══ Data section
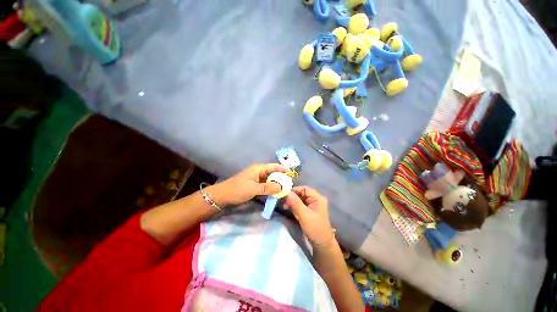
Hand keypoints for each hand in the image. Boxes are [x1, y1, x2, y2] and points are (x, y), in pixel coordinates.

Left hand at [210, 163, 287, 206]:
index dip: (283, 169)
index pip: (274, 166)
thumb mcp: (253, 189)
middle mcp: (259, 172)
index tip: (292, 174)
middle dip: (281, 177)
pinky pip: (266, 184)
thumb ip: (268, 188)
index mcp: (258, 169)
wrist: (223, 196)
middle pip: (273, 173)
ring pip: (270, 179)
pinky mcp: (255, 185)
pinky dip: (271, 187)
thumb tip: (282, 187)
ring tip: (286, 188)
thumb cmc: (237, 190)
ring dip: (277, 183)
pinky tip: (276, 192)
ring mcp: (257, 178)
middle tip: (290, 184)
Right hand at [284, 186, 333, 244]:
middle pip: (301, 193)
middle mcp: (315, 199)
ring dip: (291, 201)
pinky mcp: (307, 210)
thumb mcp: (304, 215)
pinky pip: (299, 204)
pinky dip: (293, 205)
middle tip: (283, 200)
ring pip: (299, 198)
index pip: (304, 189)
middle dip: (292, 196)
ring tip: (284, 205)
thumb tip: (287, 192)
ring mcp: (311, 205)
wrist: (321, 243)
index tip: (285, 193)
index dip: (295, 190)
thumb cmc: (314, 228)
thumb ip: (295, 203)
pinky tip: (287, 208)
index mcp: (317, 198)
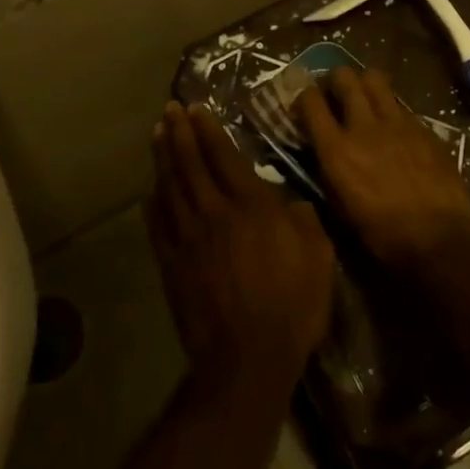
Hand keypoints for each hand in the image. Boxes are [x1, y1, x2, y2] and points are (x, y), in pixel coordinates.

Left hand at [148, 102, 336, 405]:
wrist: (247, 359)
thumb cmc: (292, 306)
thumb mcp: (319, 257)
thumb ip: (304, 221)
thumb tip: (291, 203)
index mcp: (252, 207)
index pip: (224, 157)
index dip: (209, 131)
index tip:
════
══ Data section
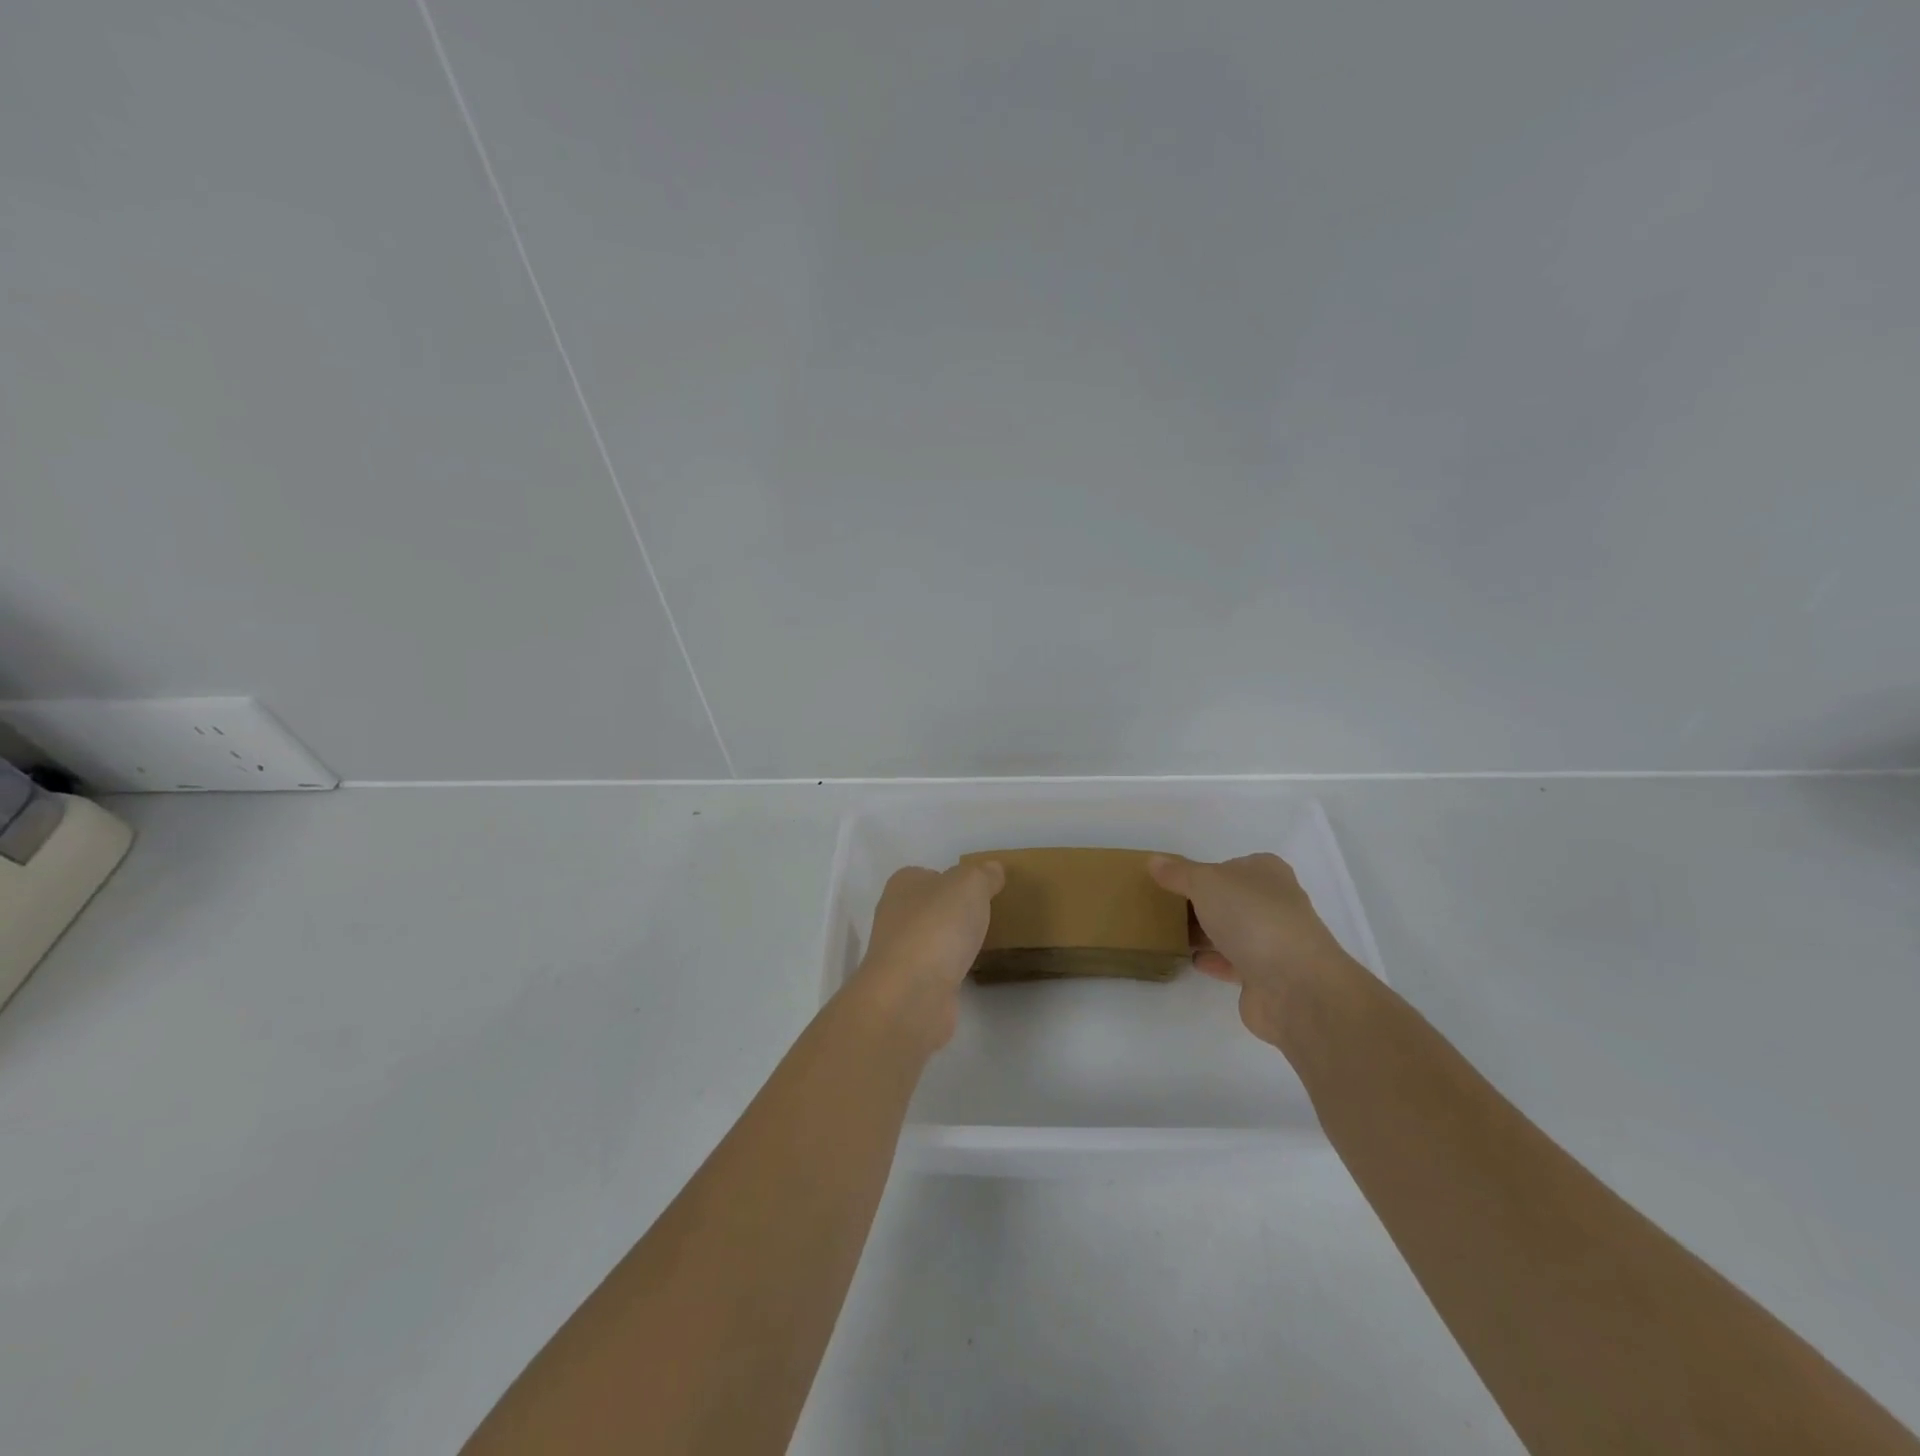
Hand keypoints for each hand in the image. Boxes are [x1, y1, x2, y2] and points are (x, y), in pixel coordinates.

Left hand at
════
Look through the data and show every line containing "ring".

Output below
ring pip: (270, 179)
ring tip: (286, 188)
ring dip: (277, 183)
ring mcp: (257, 178)
ring dip: (291, 201)
ring pip: (299, 198)
ring tip: (284, 205)
ring mcp: (311, 205)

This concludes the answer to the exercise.